Dataset entries:
------------------------------------

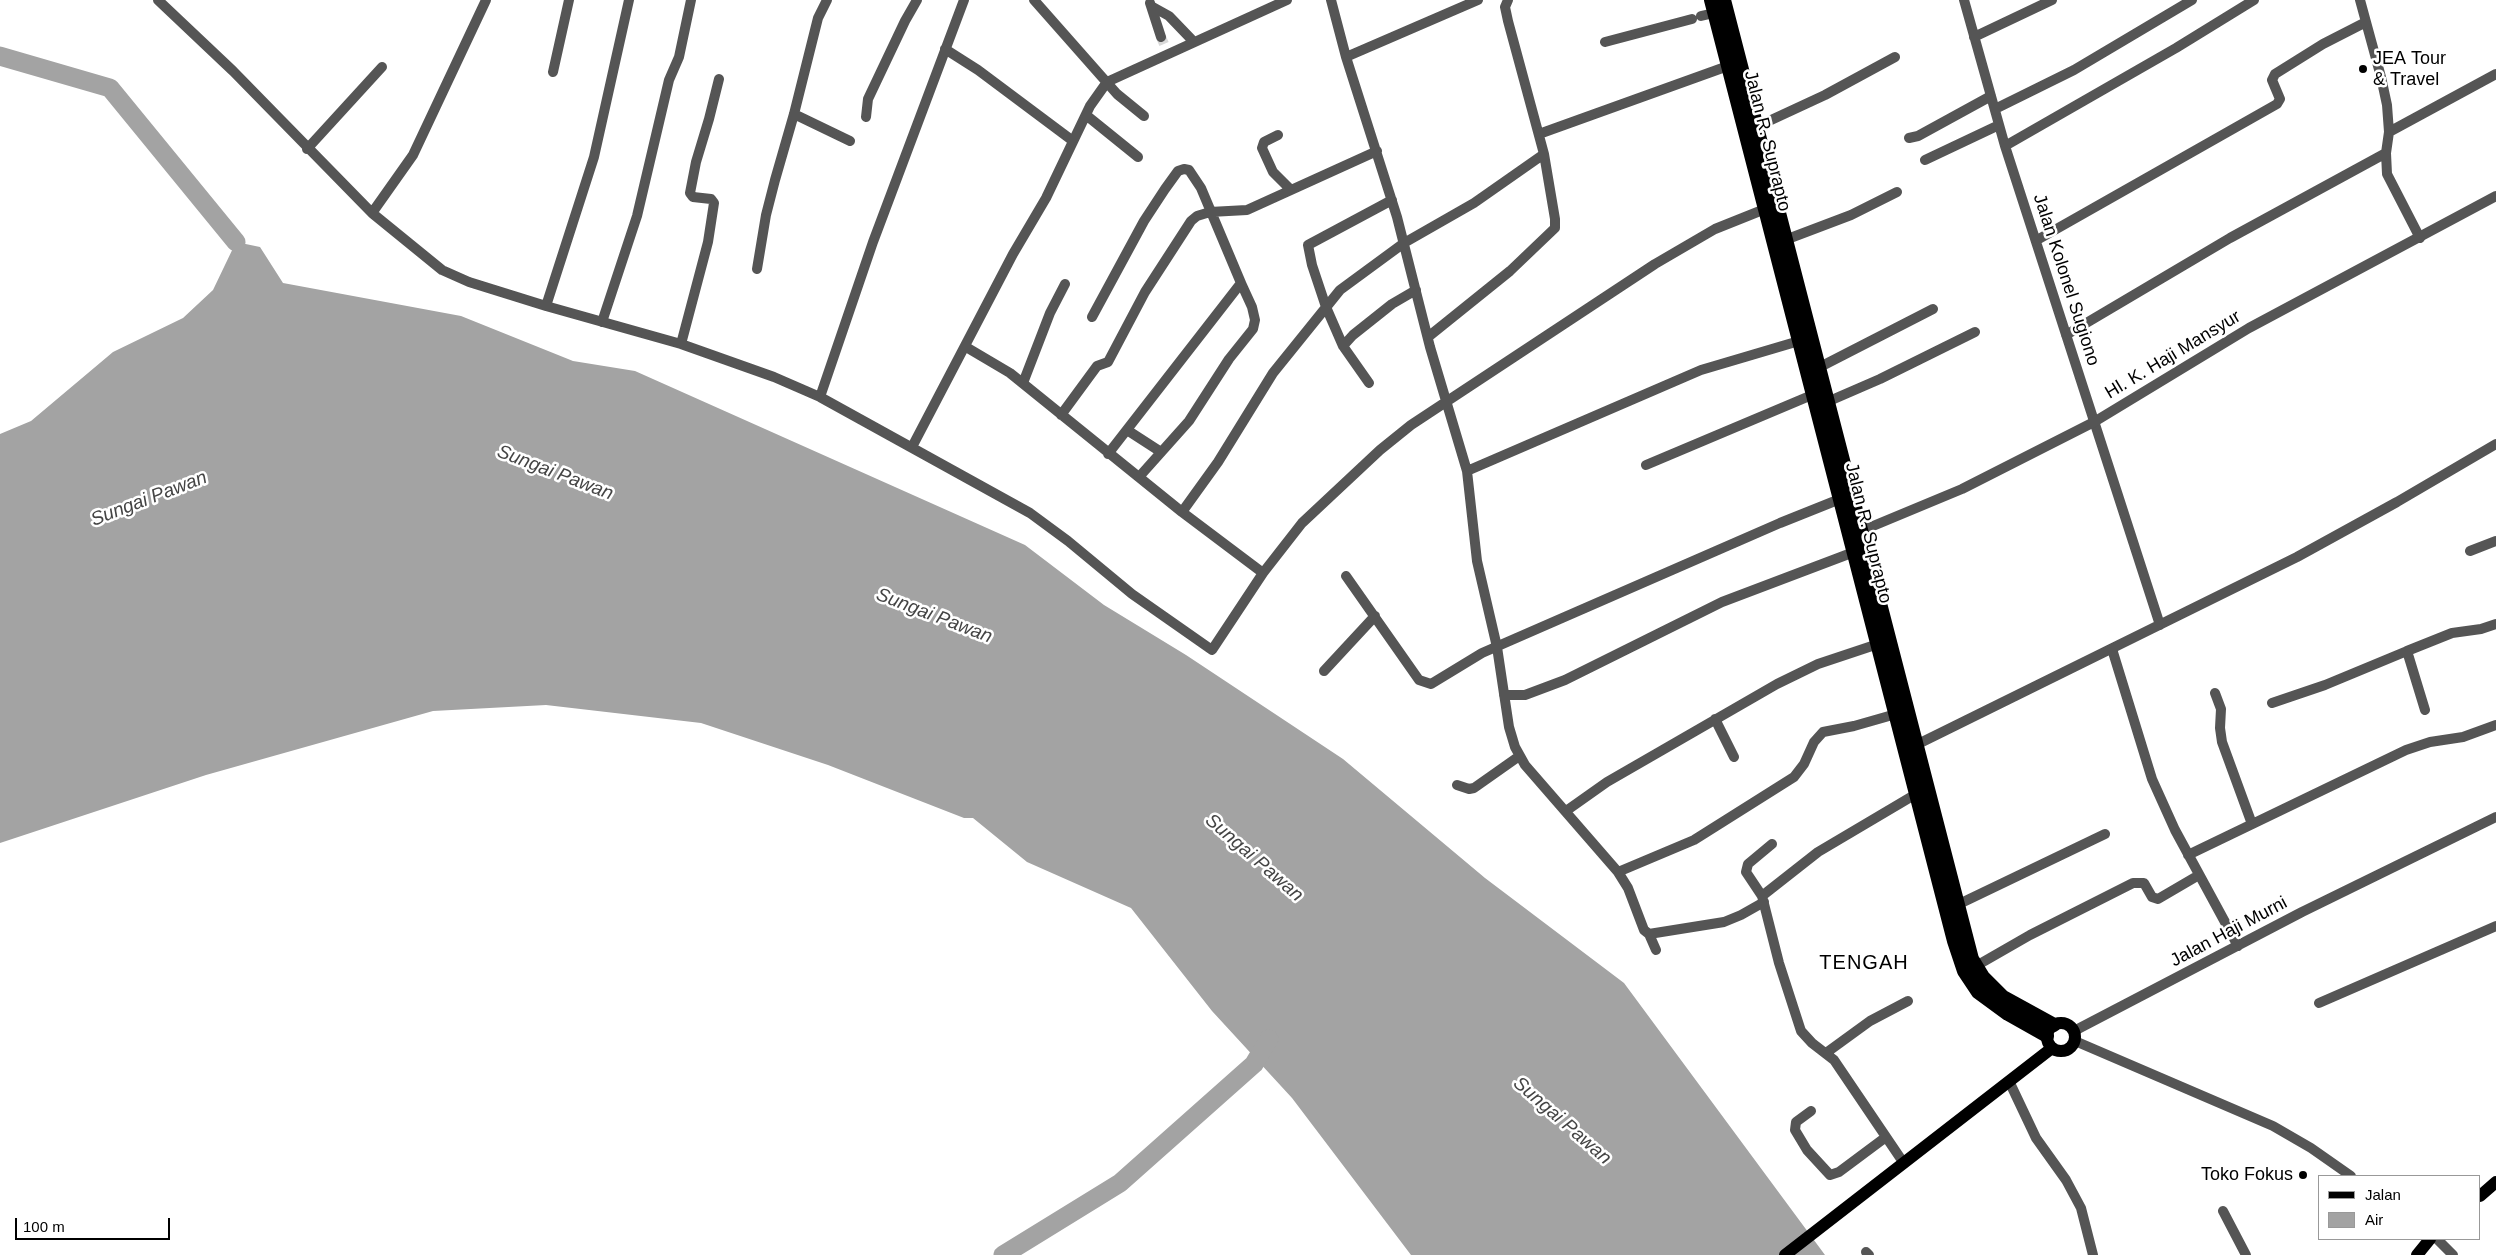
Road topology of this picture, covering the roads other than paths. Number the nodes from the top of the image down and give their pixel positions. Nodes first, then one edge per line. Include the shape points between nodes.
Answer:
1 (158, 0) edge
2 (486, 0) edge
3 (569, 0) edge
4 (629, 0) edge
5 (691, 0) edge
6 (826, 0) edge
7 (918, 0) edge
8 (964, 0) edge
9 (1034, 0) edge
10 (1287, 0) edge
11 (1332, 0) edge
12 (1478, 0) edge
13 (1508, 0) edge
14 (1724, 0) edge
15 (1964, 0) edge
16 (2052, 0) edge
17 (2192, 0) edge
18 (2254, 0) edge
19 (2360, 0) edge
20 (1150, 3) edge
21 (1705, 12) edge
22 (2366, 22) junction
23 (1974, 37) junction
24 (1728, 39) junction
25 (1194, 42) junction
26 (1605, 42) dead end
27 (1165, 45) junction
28 (945, 49) junction
29 (1346, 57) junction
30 (1895, 57) dead end
31 (1728, 66) junction
32 (382, 67) dead end
33 (552, 72) dead end
34 (2496, 74) edge
35 (719, 79) dead end
36 (1107, 82) junction
37 (1991, 96) junction
38 (1995, 110) junction
39 (794, 114) junction
40 (1086, 116) junction
41 (1144, 116) dead end
42 (866, 117) dead end
43 (1999, 125) junction
44 (1756, 127) junction
45 (2389, 132) junction
46 (1539, 134) junction
47 (1278, 135) dead end
48 (1909, 138) dead end
49 (850, 141) dead end
50 (1073, 141) junction
51 (2005, 146) junction
52 (307, 148) junction
53 (1377, 151) junction
54 (2386, 153) junction
55 (1544, 154) junction
56 (1138, 158) dead end
57 (1925, 160) dead end
58 (1291, 190) junction
59 (1897, 192) dead end
60 (2496, 196) edge
61 (1392, 200) junction
62 (1765, 209) junction
63 (1210, 212) junction
64 (372, 213) junction
65 (2420, 238) junction
66 (1785, 240) junction
67 (2037, 240) junction
68 (1404, 243) junction
69 (757, 269) dead end
70 (1065, 284) dead end
71 (1241, 284) junction
72 (1416, 290) junction
73 (546, 306) junction
74 (1326, 307) junction
75 (1933, 309) dead end
76 (1092, 317) dead end
77 (602, 322) junction
78 (1975, 332) dead end
79 (2066, 335) junction
80 (1428, 336) junction
81 (1798, 341) junction
82 (681, 344) junction
83 (1343, 346) junction
84 (966, 347) junction
85 (1818, 368) junction
86 (1023, 383) junction
87 (1369, 383) dead end
88 (1812, 395) junction
89 (820, 397) junction
90 (1447, 401) junction
91 (1825, 412) junction
92 (1062, 416) junction
93 (2094, 422) junction
94 (1127, 430) junction
95 (2496, 444) edge
96 (912, 447) junction
97 (1161, 452) junction
98 (1108, 454) junction
99 (1646, 466) dead end
100 (1467, 472) junction
101 (1139, 478) junction
102 (1840, 499) junction
103 (1182, 512) junction
104 (1861, 531) junction
105 (2496, 541) edge
106 (2470, 551) dead end
107 (1854, 552) junction
108 (1263, 573) junction
109 (1346, 576) dead end
110 (1375, 616) junction
111 (2496, 624) edge
112 (2160, 625) junction
113 (1878, 644) junction
114 (1497, 647) junction
115 (2112, 649) junction
116 (2407, 651) junction
117 (1888, 661) junction
118 (1324, 672) dead end
119 (2215, 693) dead end
120 (1504, 695) junction
121 (2272, 703) dead end
122 (2425, 710) dead end
123 (1896, 714) junction
124 (1715, 719) junction
125 (2496, 725) edge
126 (1916, 745) junction
127 (1518, 757) junction
128 (1734, 757) dead end
129 (1457, 785) dead end
130 (1916, 794) junction
131 (1566, 811) junction
132 (2496, 817) edge
133 (2252, 824) junction
134 (2104, 834) dead end
135 (1772, 844) dead end
136 (2188, 855) junction
137 (1618, 872) junction
138 (2200, 875) junction
139 (1763, 899) junction
140 (1957, 905) junction
141 (2496, 926) edge
142 (1649, 934) junction
143 (2238, 946) junction
144 (1656, 950) dead end
145 (1976, 966) junction
146 (1908, 1001) dead end
147 (2319, 1004) dead end
148 (2051, 1036) junction
149 (2075, 1036) junction
150 (1826, 1053) junction
151 (2009, 1081) junction
152 (1811, 1111) dead end
153 (1886, 1137) junction
154 (1903, 1162) junction
155 (2350, 1175) edge
156 (2496, 1182) edge
157 (2481, 1195) edge
158 (2223, 1211) dead end
159 (2429, 1240) edge
160 (2438, 1240) edge
161 (1785, 1255) edge
162 (2093, 1255) edge
163 (2246, 1255) edge
164 (2417, 1255) edge
165 (2453, 1255) edge

1 - 52 street
2 - 64 street via 413,155
3 - 33 street
4 - 73 street via 594,157
5 - 77 street via 637,216
6 - 39 street via 818,18
7 - 42 street via 868,99
8 - 28 street
9 - 36 street
10 - 25 street
11 - 29 street
12 - 29 street
13 - 46 street via 1505,7 1508,21
14 - 24 highway, Jalan R. Suprapto
15 - 23 street, Jalan Kolonel Sugiono
16 - 23 street
17 - 38 street via 2074,70
18 - 51 street
19 - 22 street
20 - 25 street via 1169,16
20 - 27 street
21 - 24 highway, Jalan R. Suprapto
21 - 26 street
22 - 45 street via 2381,77
22 - 67 street via 2275,74 2272,80 2280,99 2277,104
23 - 37 street, Jalan Kolonel Sugiono
24 - 31 highway, Jalan R. Suprapto
24 - 44 highway, Jalan R. Suprapto
25 - 27 street
27 - 36 street
28 - 50 street
28 - 89 street via 860,278
29 - 53 street
30 - 44 street
31 - 46 street
31 - 62 highway, Jalan R. Suprapto
32 - 52 street
34 - 45 street
35 - 82 street via 690,193 693,197 711,199 714,203 708,242
36 - 40 street
36 - 41 street
37 - 38 street, Jalan Kolonel Sugiono
37 - 48 street
38 - 43 street, Jalan Kolonel Sugiono
39 - 49 street
39 - 69 street via 766,215
40 - 50 street
40 - 56 street
43 - 51 street, Jalan Kolonel Sugiono
43 - 57 street
44 - 66 highway, Jalan R. Suprapto
45 - 54 street
46 - 55 street
47 - 58 street via 1264,142 1262,148 1272,172
50 - 84 street
51 - 67 street, Jalan Kolonel Sugiono
52 - 64 street
53 - 58 street
53 - 61 street
54 - 65 street via 2387,174
54 - 79 street via 2230,238
55 - 68 street via 1459,212
55 - 80 street via 1555,228 1510,271
58 - 63 street via 1247,210
59 - 66 street via 1851,215
60 - 65 street, Hl. K. Haji Mansyur
61 - 68 street
61 - 74 street via 1309,242 1310,258
62 - 81 highway, Jalan R. Suprapto
62 - 90 street via 1715,229 1662,260
63 - 71 street
63 - 76 street via 1196,177 1187,169 1178,172 1144,221
63 - 92 street via 1197,216 1182,233 1145,292 1108,362 1097,366
64 - 73 street via 442,270 469,282
65 - 93 street, Hl. K. Haji Mansyur via 2249,328
66 - 85 highway, Jalan R. Suprapto
67 - 79 street, Jalan Kolonel Sugiono
68 - 72 street
68 - 74 street via 1340,290
70 - 86 street
71 - 94 street
71 - 97 street via 1254,313 1253,329 1229,359 1190,421
72 - 80 street
72 - 83 street via 1385,309
73 - 77 street
74 - 83 street
74 - 103 street via 1273,372 1218,462
75 - 85 street
77 - 82 street
78 - 91 street via 1880,379
79 - 93 street, Jalan Kolonel Sugiono
80 - 90 street
81 - 88 highway, Jalan R. Suprapto
81 - 100 street via 1700,370
82 - 89 street
83 - 87 street
84 - 86 street
84 - 96 street
85 - 91 highway, Jalan R. Suprapto
86 - 92 street
88 - 91 highway, Jalan R. Suprapto
88 - 99 street
89 - 96 street
90 - 100 street
90 - 108 street via 1411,425 1325,500 1302,523
91 - 102 highway, Jalan R. Suprapto
91 - 104 highway, Jalan R. Suprapto
92 - 98 street
93 - 104 street, Hl. K. Haji Mansyur via 1962,489
93 - 112 street, Jalan Kolonel Sugiono
94 - 97 street
94 - 98 street
95 - 112 street via 2297,557
96 - 108 street via 1030,513 1132,594 1211,650 1215,649
97 - 101 street
98 - 101 street
100 - 114 street via 1477,560
101 - 103 street
102 - 107 highway, Jalan R. Suprapto
102 - 114 street
103 - 108 street
104 - 117 highway, Jalan R. Suprapto
105 - 106 street
107 - 113 highway, Jalan R. Suprapto
107 - 120 street via 1722,602 1565,680 1525,695
109 - 110 street
110 - 114 street via 1419,680 1427,684
110 - 118 street
111 - 116 street via 2452,633
112 - 115 street
113 - 117 highway, Jalan R. Suprapto
113 - 124 street via 1797,674
114 - 120 street
115 - 126 street
115 - 136 street via 2152,779
116 - 121 street
116 - 122 street
117 - 123 highway, Jalan R. Suprapto
117 - 126 highway, Jalan R. Suprapto
119 - 133 street via 2221,709 2222,742
120 - 127 street
123 - 130 highway, Jalan R. Suprapto
123 - 137 street via 1823,732 1794,777 1694,840
124 - 128 street
124 - 131 street via 1608,782
125 - 133 street via 2463,737 2406,750
126 - 140 highway, Jalan R. Suprapto
127 - 129 street via 1474,788
127 - 131 street
130 - 139 street via 1818,852
130 - 148 highway, Jalan R. Suprapto via 1954,941 1968,978 1988,1001
131 - 137 street
132 - 143 street, Jalan Haji Murni
133 - 136 street
134 - 140 street
135 - 139 street via 1746,869
136 - 138 street
137 - 142 street via 1632,897 1644,930
138 - 143 street
138 - 145 street via 2158,898 2152,897 2144,884 2133,883
139 - 142 street via 1741,916 1724,922
139 - 150 street via 1801,1031
140 - 145 highway, Jalan R. Suprapto
141 - 147 street
142 - 144 street
143 - 149 street, Jalan Haji Murni
145 - 148 highway, Jalan R. Suprapto via 1983,978 2003,997
146 - 150 street via 1870,1021
148 - 149 main road via 2068,1025
148 - 149 main road via 2066,1051
148 - 151 main road
149 - 155 street via 2273,1126
150 - 153 street
151 - 154 main road
151 - 162 street via 2036,1138 2066,1180 2081,1208
152 - 153 street via 1796,1122 1795,1130 1807,1150 1830,1175 1839,1172
153 - 154 street
154 - 161 main road
156 - 157 main road
158 - 163 street
159 - 164 main road
160 - 165 street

------------------------------------

TASK INSTRUCTIONS
Whenever a line above includes "Sugiono", copy it in full.

FINISHED TASK
15 - 23 street, Jalan Kolonel Sugiono
23 - 37 street, Jalan Kolonel Sugiono
37 - 38 street, Jalan Kolonel Sugiono
38 - 43 street, Jalan Kolonel Sugiono
43 - 51 street, Jalan Kolonel Sugiono
51 - 67 street, Jalan Kolonel Sugiono
67 - 79 street, Jalan Kolonel Sugiono
79 - 93 street, Jalan Kolonel Sugiono
93 - 112 street, Jalan Kolonel Sugiono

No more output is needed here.